The COVID-19 pandemic has resulted in only one change to the higher education experience: the move of lectures online.
There isn’t a day that goes by without another university announcing that it will only hold “lectures” online. However, there are drawbacks to virtual classrooms, as well as so much more potential for change in the aftermath of the pandemic. In addition, university decision-making has become much more student-centered in response to students’ requests for adaptability. Student preferences for modes of learning are frequently interpreted as a flexibility. Some students see the advantages of fully online learning and may choose to continue in that mode. The overwhelming majority, on the other hand, has demonstrated a strong interest in returning to campus. They do, however, want to keep the flexibility of online learning.
Timetables have been developed to make the best use of costly campus infrastructure during the pre-COVID era. Students had to adjust their hectic schedules to accommodate this. Several students were allowed to choose an online class or watch a recording at a time that was convenient for them during emergency remote teaching. After experiencing this flexibility, there is mounting evidence of a demand for learning that is available 24 hours a day, seven days a week. Students must make a significant sacrifice in order to have access to resources 24 hours a day, seven days a week. Due to current class schedules, students must sometimes travel significant distances for a single one-hour class. It’s understandable that these students will indeed favor attending a class digitally or at a later time. A student-centered methodology would thus fit into students’ lives rather than the other way around. Simultaneously, this would safeguard key aspects of the on-campus experience.
Students who are attending classes on-campus frequently expressed a desire for a social environment during the lockdown. As a result, it is not surprising that they are looking for social chances to connect with new people, form new connections through community interactions such as clubs and societies, communicate with different perspectives, and be physically located within the academic community. External constraints will have to be overcome in order for a shift toward more student-centered decision-making to occur. One is the pressing need to figure out ways to meet the expenses of education.

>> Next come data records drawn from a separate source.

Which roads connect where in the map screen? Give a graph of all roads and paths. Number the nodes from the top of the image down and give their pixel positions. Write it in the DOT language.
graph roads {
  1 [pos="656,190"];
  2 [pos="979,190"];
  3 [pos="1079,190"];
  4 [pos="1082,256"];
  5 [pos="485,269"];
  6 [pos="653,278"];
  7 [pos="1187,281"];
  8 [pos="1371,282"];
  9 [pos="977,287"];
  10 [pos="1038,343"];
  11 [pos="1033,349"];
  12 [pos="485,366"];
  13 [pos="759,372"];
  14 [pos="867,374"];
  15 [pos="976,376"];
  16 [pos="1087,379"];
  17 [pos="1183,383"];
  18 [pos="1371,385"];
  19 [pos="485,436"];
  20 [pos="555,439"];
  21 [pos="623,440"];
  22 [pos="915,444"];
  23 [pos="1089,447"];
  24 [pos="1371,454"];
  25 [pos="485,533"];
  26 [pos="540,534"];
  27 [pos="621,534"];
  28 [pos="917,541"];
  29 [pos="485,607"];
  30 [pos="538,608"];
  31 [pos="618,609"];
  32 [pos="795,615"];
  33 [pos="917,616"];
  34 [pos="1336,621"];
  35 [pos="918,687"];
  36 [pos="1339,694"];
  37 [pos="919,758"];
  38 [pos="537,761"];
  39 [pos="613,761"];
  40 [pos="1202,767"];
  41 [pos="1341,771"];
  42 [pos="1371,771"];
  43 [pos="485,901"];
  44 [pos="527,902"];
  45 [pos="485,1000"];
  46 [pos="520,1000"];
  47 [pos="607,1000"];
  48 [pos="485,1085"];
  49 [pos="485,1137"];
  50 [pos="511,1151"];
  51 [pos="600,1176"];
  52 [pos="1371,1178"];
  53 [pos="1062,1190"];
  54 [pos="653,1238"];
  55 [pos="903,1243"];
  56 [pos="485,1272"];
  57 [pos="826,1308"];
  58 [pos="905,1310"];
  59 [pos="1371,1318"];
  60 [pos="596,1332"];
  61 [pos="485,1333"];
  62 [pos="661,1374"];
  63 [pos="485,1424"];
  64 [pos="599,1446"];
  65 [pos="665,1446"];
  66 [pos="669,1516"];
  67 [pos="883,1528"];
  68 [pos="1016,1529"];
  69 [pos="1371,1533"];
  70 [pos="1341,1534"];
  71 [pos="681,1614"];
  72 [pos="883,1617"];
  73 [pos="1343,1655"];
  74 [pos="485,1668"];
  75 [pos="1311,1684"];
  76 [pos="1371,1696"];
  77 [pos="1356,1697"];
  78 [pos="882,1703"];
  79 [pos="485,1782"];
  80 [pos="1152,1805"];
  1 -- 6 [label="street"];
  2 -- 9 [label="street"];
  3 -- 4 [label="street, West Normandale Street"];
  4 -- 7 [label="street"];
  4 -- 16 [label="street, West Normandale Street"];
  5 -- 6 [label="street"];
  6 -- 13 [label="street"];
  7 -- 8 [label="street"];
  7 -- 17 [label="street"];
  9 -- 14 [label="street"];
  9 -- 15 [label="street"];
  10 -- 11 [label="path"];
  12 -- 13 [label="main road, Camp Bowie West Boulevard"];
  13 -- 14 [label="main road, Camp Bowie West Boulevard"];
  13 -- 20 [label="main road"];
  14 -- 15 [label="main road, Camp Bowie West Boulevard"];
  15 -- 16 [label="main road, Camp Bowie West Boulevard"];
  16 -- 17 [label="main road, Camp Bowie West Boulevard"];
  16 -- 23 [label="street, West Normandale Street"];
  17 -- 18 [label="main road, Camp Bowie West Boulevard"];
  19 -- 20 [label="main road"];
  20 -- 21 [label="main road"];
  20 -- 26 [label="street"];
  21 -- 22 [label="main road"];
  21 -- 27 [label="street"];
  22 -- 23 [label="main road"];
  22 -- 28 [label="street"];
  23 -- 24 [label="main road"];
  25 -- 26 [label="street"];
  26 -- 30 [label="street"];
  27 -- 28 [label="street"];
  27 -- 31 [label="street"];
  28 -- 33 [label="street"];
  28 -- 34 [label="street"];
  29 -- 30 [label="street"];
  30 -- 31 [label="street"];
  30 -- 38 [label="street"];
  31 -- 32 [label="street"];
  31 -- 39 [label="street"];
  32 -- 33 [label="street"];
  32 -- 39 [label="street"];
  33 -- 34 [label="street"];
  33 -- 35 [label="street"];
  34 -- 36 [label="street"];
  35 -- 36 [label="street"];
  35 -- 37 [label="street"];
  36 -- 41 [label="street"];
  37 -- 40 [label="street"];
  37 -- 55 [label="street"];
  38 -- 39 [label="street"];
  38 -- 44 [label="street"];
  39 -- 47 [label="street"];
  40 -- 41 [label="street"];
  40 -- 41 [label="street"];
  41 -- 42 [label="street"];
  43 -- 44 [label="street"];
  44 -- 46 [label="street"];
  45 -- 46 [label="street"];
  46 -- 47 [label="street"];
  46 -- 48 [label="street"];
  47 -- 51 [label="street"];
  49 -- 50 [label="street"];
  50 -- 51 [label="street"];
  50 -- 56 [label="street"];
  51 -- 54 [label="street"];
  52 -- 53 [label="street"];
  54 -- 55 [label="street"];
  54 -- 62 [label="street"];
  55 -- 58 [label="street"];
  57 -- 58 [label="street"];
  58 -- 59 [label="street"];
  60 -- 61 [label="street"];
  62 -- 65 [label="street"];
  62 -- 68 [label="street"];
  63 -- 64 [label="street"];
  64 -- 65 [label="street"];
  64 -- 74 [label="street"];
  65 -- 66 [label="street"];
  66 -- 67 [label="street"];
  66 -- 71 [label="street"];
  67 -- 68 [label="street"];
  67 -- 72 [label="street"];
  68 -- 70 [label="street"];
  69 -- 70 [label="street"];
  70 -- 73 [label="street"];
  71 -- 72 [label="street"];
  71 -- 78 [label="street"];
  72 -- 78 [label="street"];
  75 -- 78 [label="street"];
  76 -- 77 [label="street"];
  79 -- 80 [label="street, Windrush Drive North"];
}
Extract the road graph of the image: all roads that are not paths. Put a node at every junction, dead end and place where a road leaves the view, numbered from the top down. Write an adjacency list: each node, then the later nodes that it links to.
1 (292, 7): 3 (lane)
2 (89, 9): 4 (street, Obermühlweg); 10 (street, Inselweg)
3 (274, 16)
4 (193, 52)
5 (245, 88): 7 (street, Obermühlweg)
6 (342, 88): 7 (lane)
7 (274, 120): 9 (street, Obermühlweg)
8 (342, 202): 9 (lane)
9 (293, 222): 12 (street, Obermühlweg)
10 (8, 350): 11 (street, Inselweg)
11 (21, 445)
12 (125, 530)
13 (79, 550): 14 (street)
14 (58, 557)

Prior to the pandemic, governments around the world had already lowered their expenditure on higher education. The pandemic has left governments in a crunched economic environment: the legacy of the government crisis and financial recession caused by COVID, as well as soaring student loan debt. They are now attempting to further reduce government spending on higher education. A further concern is a demand for highly skilled graduates to address shortfalls in jobs exacerbated by COVID. Companies are looking for problem-solving qualities, adaptability, social influence, and stress resistance, furthermore to specific skills and knowledge. To cut costs, teachers may need to use widely accessible open education resources or commercially available internet content. Importantly, whether online or in-person, active learning experiences create an environment conducive to meaningful activity. Scaffolded learning can help with this by successively developing students’ educational, cognitive strategies, and professional skills right from their inception to graduation. The pastoral and caring role that universities play in the lives of their students adds another dimension. Academics have worked long hours to provide students with academic and pastoral care.
A UCL study demonstrates the supplemental (often unaccounted for) time and emotional labor that educators invest in online student support. Students are still confronted with uncertainties that end up causing them anxiety. The state of mental health is at an all-time low. The additional costs of student care come at a time when all institutions are under severe financial strain. As a result, student-centered decision-making will be critical in determining how this care can be provided as part of our teaching.
The larger question is how flexibility demands can be accommodated while maintaining the social side that would provide critical academic and pastoral support while also contributing to sustainable development. A student-centered framework that aims at higher education decision-making, collated from real-life students’ experiences, could be a good place to start.